While running around the park’s reservoir, I felt miraculously alone in the wee, dark hours, knowing that I was surrounded by more than 1.5 million people with a density of nearly 71,000 humans per square mile packed onto this little island.
I travelled counter-clockwise on the gravel path, following the direction in which the signs pointed. Occasionally, another human joined me on the track. A young, brown-skinned woman with two long braids sometimes loped easily past me. I enjoyed recognizing her easy footfall rhythm approaching at my back. Once, a guy who looked an awful lot like Woody Allen stopped me to warn of possible drunken trouble around the bend. A black-skinned man, usually shirtless and with stunning pecs, always ran clockwise straight at me, expecting me to step aside, which I always did. Also opposing the directional arrows was my most frequent companion—a pale-skinned, round-faced elderly man, who trundled around with stooped shoulders. Each time I lapped by, he looked up at me and beamed a loud, smiling “Good morning!” After a year of this, we introduced ourselves, exchanged email addresses, and, later, met at a diner with our partners for a warm breakfast of toast and eggs.
To the right of my running path was a ring of lamps. Beyond them a rim of grey trees. A white-throated sparrow’s winter song occasionally broke out like a twinkling star hiding in the undergrowth of bushes, or, from a farther distance, a police siren jolted the charcoal skies like a meteor falling. Beyond the narrow woods, skyscrapers rose, fiery with colored lights. Thick clouds, when present, absorbed and dissipated the city’s electric rays in muted yellows.
To my left was a fence of wrought-iron spears circling the dark pool, which reflected anything that glowed. On clear, still mornings, looking south, the skyscrapers dove headfirst and hung upside-down in the 40 foot deeps—a shimmering pale-white, sky-blue, lime-green, tangerine, and gold magic underwater city, sometimes with its own full moon. Before sunup on windy days, the silvered, rippling surface was textured like an avocado, mirroring an impressionistic duplicate of illuminated steel and concrete.

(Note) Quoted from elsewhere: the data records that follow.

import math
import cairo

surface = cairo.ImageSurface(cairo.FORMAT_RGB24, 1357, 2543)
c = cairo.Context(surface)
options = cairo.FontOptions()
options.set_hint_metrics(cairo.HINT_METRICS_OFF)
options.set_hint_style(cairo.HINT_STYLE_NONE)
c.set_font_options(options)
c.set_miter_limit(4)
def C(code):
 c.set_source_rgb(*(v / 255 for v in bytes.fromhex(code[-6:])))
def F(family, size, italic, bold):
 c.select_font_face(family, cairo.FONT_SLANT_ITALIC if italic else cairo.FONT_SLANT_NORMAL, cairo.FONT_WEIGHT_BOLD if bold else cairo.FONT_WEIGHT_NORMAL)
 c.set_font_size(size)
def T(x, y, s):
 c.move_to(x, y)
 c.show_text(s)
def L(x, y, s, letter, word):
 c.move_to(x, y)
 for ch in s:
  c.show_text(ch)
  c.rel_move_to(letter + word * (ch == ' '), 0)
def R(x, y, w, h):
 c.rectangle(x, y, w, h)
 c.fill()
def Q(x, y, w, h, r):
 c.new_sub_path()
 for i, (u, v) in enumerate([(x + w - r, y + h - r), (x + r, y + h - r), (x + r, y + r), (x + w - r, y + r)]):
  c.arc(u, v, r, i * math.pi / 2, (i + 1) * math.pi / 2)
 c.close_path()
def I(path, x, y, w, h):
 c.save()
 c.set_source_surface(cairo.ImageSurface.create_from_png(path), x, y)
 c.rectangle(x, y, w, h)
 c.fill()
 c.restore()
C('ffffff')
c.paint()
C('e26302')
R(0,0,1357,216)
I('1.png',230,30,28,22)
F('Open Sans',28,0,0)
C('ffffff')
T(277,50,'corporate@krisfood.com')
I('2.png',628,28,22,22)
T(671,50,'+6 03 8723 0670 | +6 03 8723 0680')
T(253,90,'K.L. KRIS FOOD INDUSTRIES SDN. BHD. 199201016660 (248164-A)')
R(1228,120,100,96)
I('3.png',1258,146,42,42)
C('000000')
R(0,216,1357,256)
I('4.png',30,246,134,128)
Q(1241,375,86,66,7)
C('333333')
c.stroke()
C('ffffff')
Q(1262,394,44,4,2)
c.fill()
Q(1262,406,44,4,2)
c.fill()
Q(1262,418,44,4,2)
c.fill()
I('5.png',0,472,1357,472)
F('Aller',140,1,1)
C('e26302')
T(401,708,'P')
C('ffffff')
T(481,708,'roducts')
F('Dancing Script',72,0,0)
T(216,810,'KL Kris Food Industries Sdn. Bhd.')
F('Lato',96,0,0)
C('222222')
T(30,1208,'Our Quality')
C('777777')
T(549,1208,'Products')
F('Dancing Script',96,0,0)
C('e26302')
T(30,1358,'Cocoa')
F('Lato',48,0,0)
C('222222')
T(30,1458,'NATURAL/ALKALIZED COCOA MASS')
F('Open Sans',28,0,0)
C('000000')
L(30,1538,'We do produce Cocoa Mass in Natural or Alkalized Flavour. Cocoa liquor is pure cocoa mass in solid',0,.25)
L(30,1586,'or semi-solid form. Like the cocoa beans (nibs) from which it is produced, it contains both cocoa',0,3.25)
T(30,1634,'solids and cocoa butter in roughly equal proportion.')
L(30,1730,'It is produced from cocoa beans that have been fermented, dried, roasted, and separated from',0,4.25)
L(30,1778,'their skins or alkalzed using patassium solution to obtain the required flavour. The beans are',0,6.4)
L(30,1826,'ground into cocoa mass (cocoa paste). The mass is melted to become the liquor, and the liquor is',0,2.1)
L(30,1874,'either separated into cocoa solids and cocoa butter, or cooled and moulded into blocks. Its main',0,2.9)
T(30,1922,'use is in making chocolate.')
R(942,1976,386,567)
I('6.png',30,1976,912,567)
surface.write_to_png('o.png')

Through the seasons, even unfrozen winters, mallards and Canada geese could be counted on to float between towering and sunken worlds, occasionally alongside other ducks like bobbing buffleheads, my favorites, and northern shovelers with their plucked-string voices. By the end of March, as cherry blossoms fell into soft piles, as many as six black-crowned night herons would have taken their stations, each hunting through nocturnal hours from his or her own segment of reservoir perimeter. As I circled, I counted them—all of us on one side or the other of the border of sleep—learning to recognize individuals. In May, along with baby raccoons and hosts of summer’s nesting songbirds—including a singing oriole who returned with fidelity to his family’s tree—a couple of ghostly egrets arrived to take up temporary posts at the pool’s north and south edges.
Did I say I felt alone here? Well, perhaps I should rather say that, in this time and place, I felt a surprising sort of intimacy, a belonging with others as if they extended my self. And, did I say that I felt the moon following me? It was just as true that I was chasing the moon across the sky, with longing. Indeed, perhaps my rotations around the track exposed my own cosmic legacy. When transparent heavens allowed a lunar spectacle, as waxing it rose and waning it set, I found the moon, as I orbited the water, ahead, shining in my eyes, or casting, with reflected sun-light, dim, leafy shadows from behind.